Global optimization methods from inverse theory are useful for designing PC slabs with desirable properties. A differential evolution algorithm has been applied here to position and widen an “absolute” band gap for a certain 2D PC slab. Although only limited angle intervals for the direction of incidence were included for the optimization, small transmittance was achieved for all solid angles specifying the direction of the incident wave.
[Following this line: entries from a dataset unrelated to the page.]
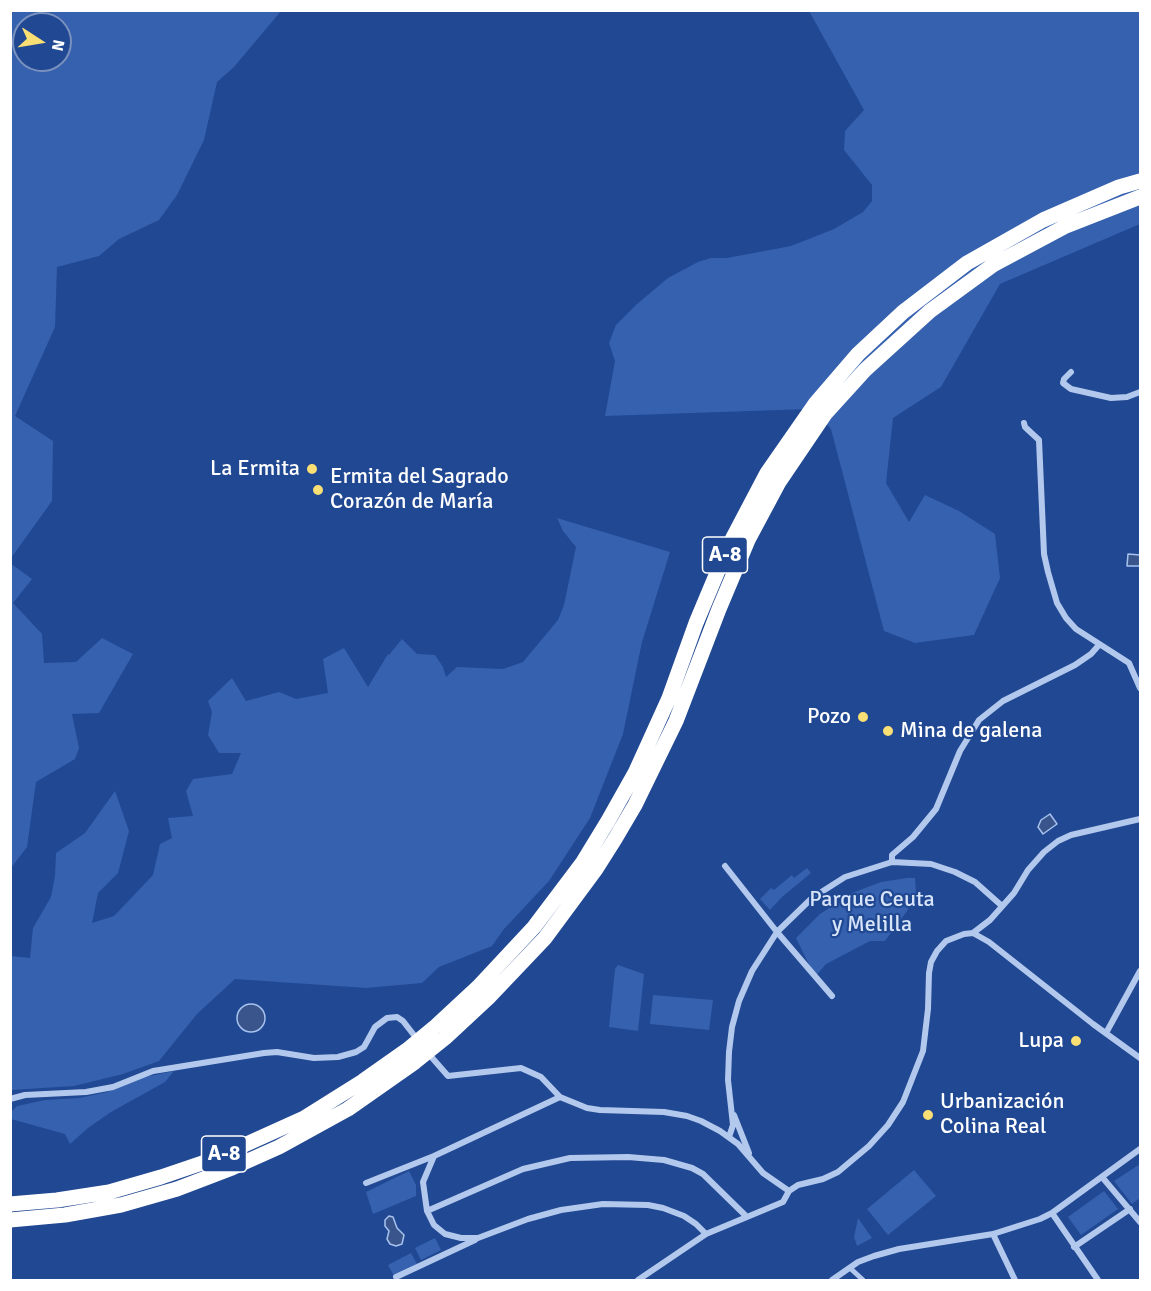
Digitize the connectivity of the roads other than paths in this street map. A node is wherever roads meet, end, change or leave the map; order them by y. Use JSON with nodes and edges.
{"nodes":[{"id":1,"x":1140,"y":181,"type":"edge"},
{"id":2,"x":1140,"y":197,"type":"edge"},
{"id":3,"x":1071,"y":372,"type":"dead end"},
{"id":4,"x":1140,"y":392,"type":"edge"},
{"id":5,"x":1024,"y":423,"type":"dead end"},
{"id":6,"x":1099,"y":645,"type":"junction"},
{"id":7,"x":1140,"y":688,"type":"edge"},
{"id":8,"x":1140,"y":819,"type":"edge"},
{"id":9,"x":892,"y":862,"type":"junction"},
{"id":10,"x":724,"y":866,"type":"dead end"},
{"id":11,"x":1002,"y":906,"type":"junction"},
{"id":12,"x":777,"y":932,"type":"junction"},
{"id":13,"x":974,"y":933,"type":"junction"},
{"id":14,"x":1140,"y":971,"type":"edge"},
{"id":15,"x":832,"y":996,"type":"dead end"},
{"id":16,"x":1106,"y":1033,"type":"junction"},
{"id":17,"x":1140,"y":1058,"type":"edge"},
{"id":18,"x":560,"y":1097,"type":"junction"},
{"id":19,"x":10,"y":1099,"type":"edge"},
{"id":20,"x":731,"y":1106,"type":"junction"},
{"id":21,"x":729,"y":1137,"type":"junction"},
{"id":22,"x":1140,"y":1149,"type":"edge"},
{"id":23,"x":434,"y":1156,"type":"junction"},
{"id":24,"x":750,"y":1158,"type":"junction"},
{"id":25,"x":1102,"y":1176,"type":"junction"},
{"id":26,"x":366,"y":1184,"type":"dead end"},
{"id":27,"x":789,"y":1191,"type":"junction"},
{"id":28,"x":10,"y":1204,"type":"edge"},
{"id":29,"x":1130,"y":1209,"type":"junction"},
{"id":30,"x":427,"y":1211,"type":"junction"},
{"id":31,"x":1052,"y":1213,"type":"junction"},
{"id":32,"x":747,"y":1217,"type":"junction"},
{"id":33,"x":10,"y":1220,"type":"edge"},
{"id":34,"x":1140,"y":1222,"type":"edge"},
{"id":35,"x":706,"y":1234,"type":"junction"},
{"id":36,"x":993,"y":1234,"type":"junction"},
{"id":37,"x":478,"y":1238,"type":"junction"},
{"id":38,"x":1074,"y":1247,"type":"junction"},
{"id":39,"x":850,"y":1268,"type":"junction"},
{"id":40,"x":396,"y":1277,"type":"dead end"},
{"id":41,"x":638,"y":1281,"type":"edge"},
{"id":42,"x":832,"y":1281,"type":"edge"},
{"id":43,"x":863,"y":1281,"type":"edge"},
{"id":44,"x":1015,"y":1281,"type":"edge"},
{"id":45,"x":1098,"y":1281,"type":"edge"}],
"edges":[{"from":1,"to":28,"type":"highway","number":"A-8"},
{"from":2,"to":33,"type":"highway","number":"A-8"},
{"from":3,"to":4,"type":"street"},
{"from":5,"to":6,"type":"street"},
{"from":6,"to":7,"type":"street"},
{"from":6,"to":9,"type":"street"},
{"from":8,"to":11,"type":"street"},
{"from":9,"to":11,"type":"street"},
{"from":9,"to":12,"type":"street"},
{"from":10,"to":12,"type":"street"},
{"from":11,"to":13,"type":"street"},
{"from":12,"to":15,"type":"street"},
{"from":12,"to":20,"type":"street"},
{"from":13,"to":16,"type":"street"},
{"from":13,"to":27,"type":"street"},
{"from":14,"to":16,"type":"street"},
{"from":16,"to":17,"type":"street"},
{"from":18,"to":19,"type":"street"},
{"from":18,"to":21,"type":"street"},
{"from":18,"to":23,"type":"street"},
{"from":20,"to":21,"type":"street"},
{"from":20,"to":24,"type":"street"},
{"from":21,"to":24,"type":"street"},
{"from":22,"to":25,"type":"street"},
{"from":23,"to":26,"type":"street"},
{"from":23,"to":30,"type":"street"},
{"from":24,"to":27,"type":"street"},
{"from":25,"to":29,"type":"street"},
{"from":25,"to":31,"type":"street"},
{"from":27,"to":32,"type":"street"},
{"from":29,"to":34,"type":"street"},
{"from":29,"to":38,"type":"street"},
{"from":30,"to":32,"type":"street"},
{"from":30,"to":37,"type":"street"},
{"from":31,"to":36,"type":"street"},
{"from":31,"to":38,"type":"street"},
{"from":32,"to":35,"type":"street"},
{"from":35,"to":37,"type":"street"},
{"from":35,"to":41,"type":"street"},
{"from":36,"to":39,"type":"street"},
{"from":36,"to":44,"type":"street"},
{"from":37,"to":40,"type":"street"},
{"from":38,"to":45,"type":"street"},
{"from":39,"to":42,"type":"street"},
{"from":39,"to":43,"type":"street"}]}
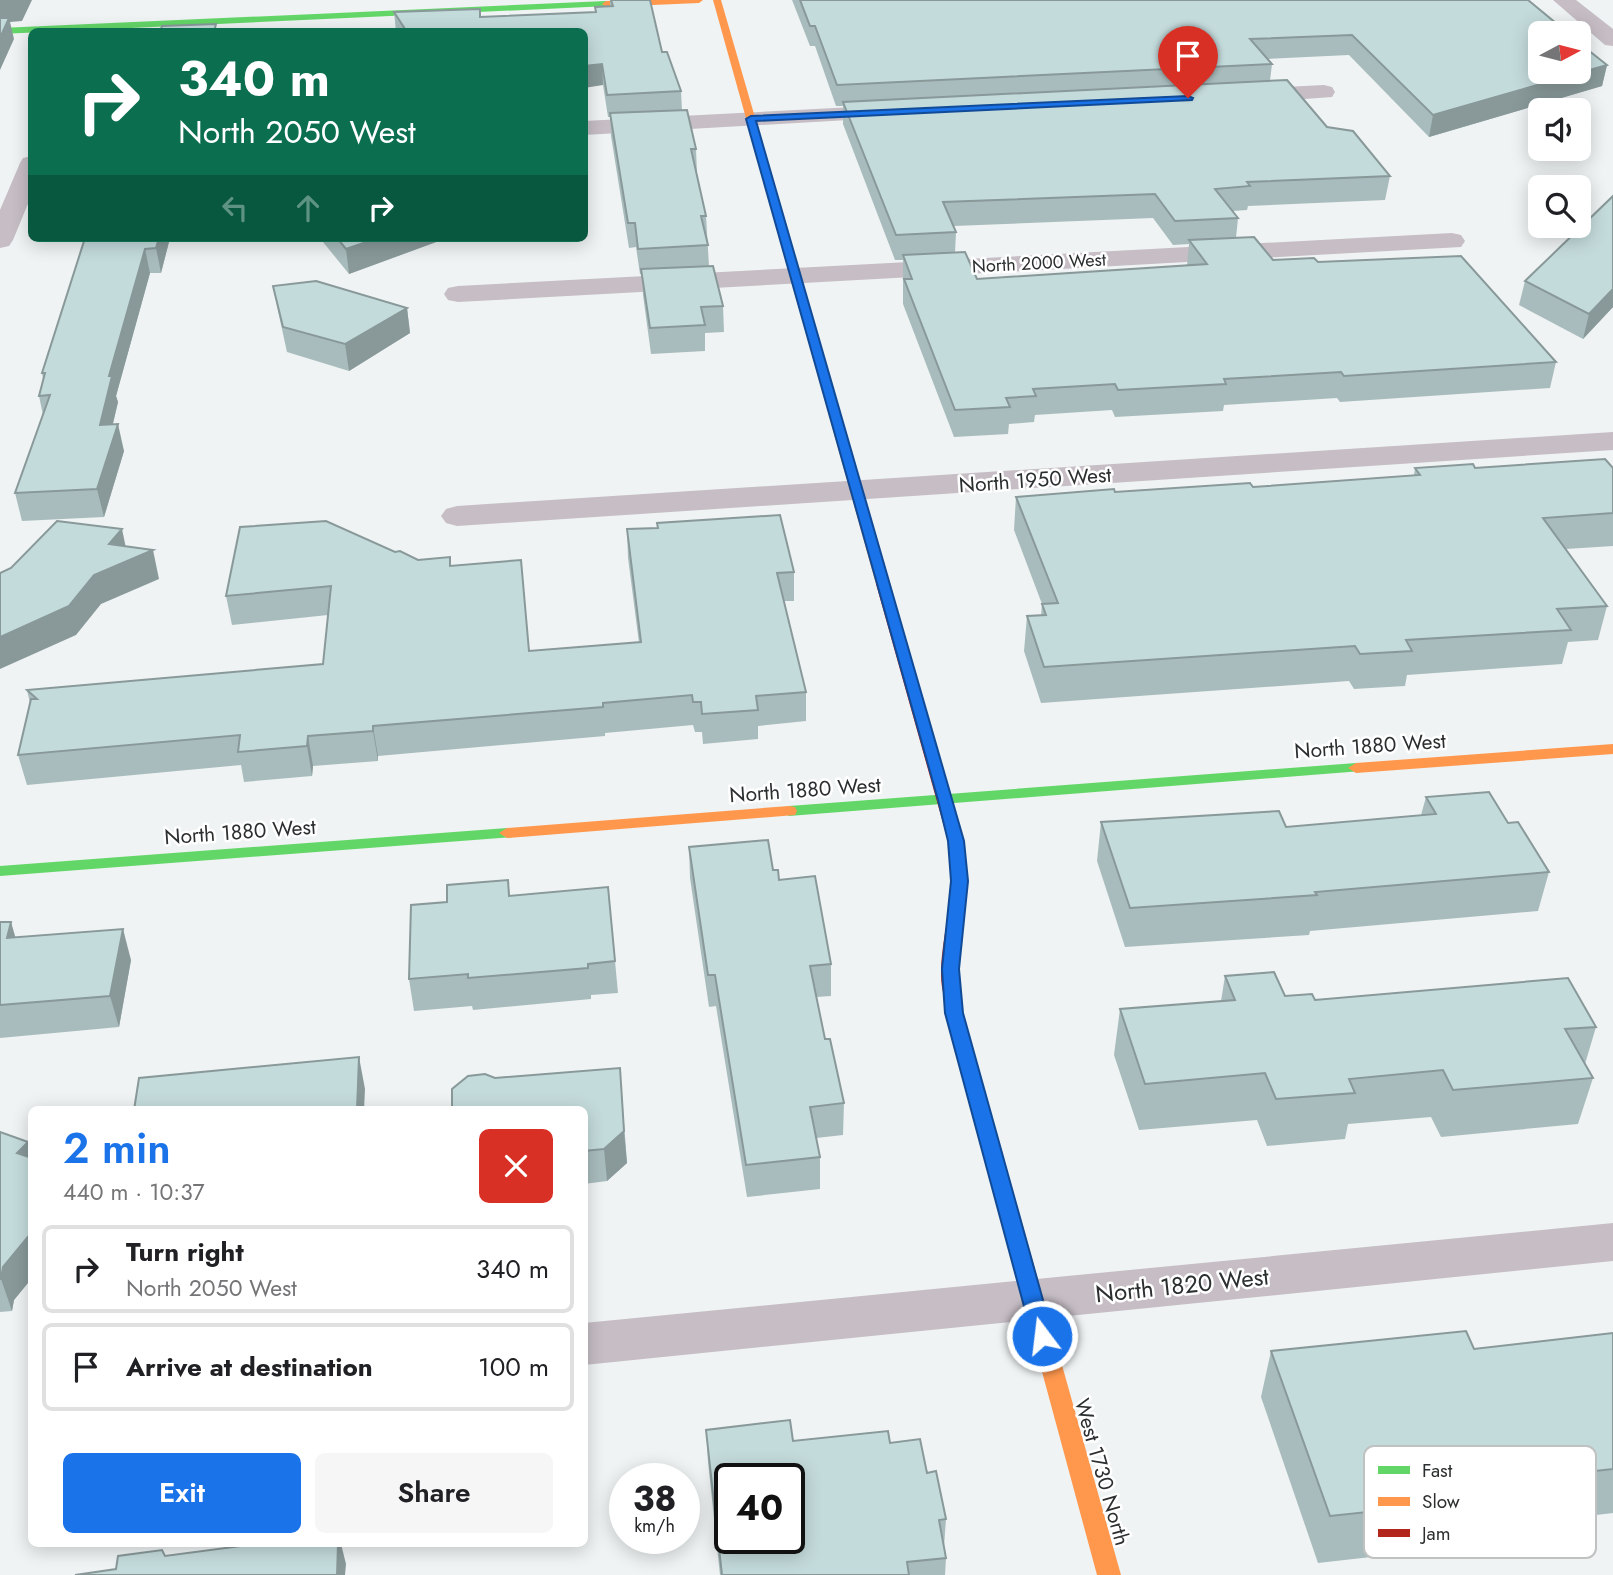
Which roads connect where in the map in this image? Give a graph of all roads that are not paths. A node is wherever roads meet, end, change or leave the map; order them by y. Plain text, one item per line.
1 (699, 0) edge
2 (717, 0) edge
3 (1563, 0) edge
4 (107, 28) edge
5 (28, 30) edge
6 (0, 31) edge
7 (1613, 40) edge
8 (1324, 92) dead end
9 (1226, 97) edge
10 (919, 111) edge
11 (751, 119) junction
12 (588, 128) edge
13 (28, 173) edge
14 (0, 240) edge
15 (1452, 240) dead end
16 (795, 276) junction
17 (458, 294) dead end
18 (1613, 441) edge
19 (856, 492) junction
20 (457, 516) dead end
21 (1613, 750) edge
22 (946, 800) junction
23 (0, 871) edge
24 (1613, 1242) edge
25 (1032, 1300) junction
26 (588, 1344) edge
27 (1109, 1575) edge

1 - 4 street
2 - 11 street, West 1730 North
3 - 7 street
5 - 6 street
8 - 9 street
10 - 11 street
11 - 12 street
11 - 16 street, West 1730 North
13 - 14 street
15 - 16 street, North 2000 West
16 - 17 street, North 2000 West
16 - 19 street, West 1730 North
18 - 19 street, North 1950 West
19 - 20 street, North 1950 West
19 - 22 street, West 1730 North
21 - 22 street, North 1880 West
22 - 23 street, North 1880 West
22 - 25 street, West 1730 North
24 - 25 street, North 1820 West
25 - 26 street, North 1820 West
25 - 27 street, West 1730 North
The possibility to include cylindrical scatterers of two different sizes in the same horizontal plane provides an additional degree of freedom that can be useful for PC design purposes. In the presented example, with its specification of objective function and search intervals for the parameters, however, the difference between the optimal cylinder radii was rather small and the improvement only marginal. The additional flexibility is expected to be more important in more complicated filtering applications. For example, specified regions in frequency-angle space with large transmittance could be desired in addition to specified regions with small transmittance.
Acknowledgment
Alexander Moroz kindly provided his Fortran routine for calculation of lattice sums.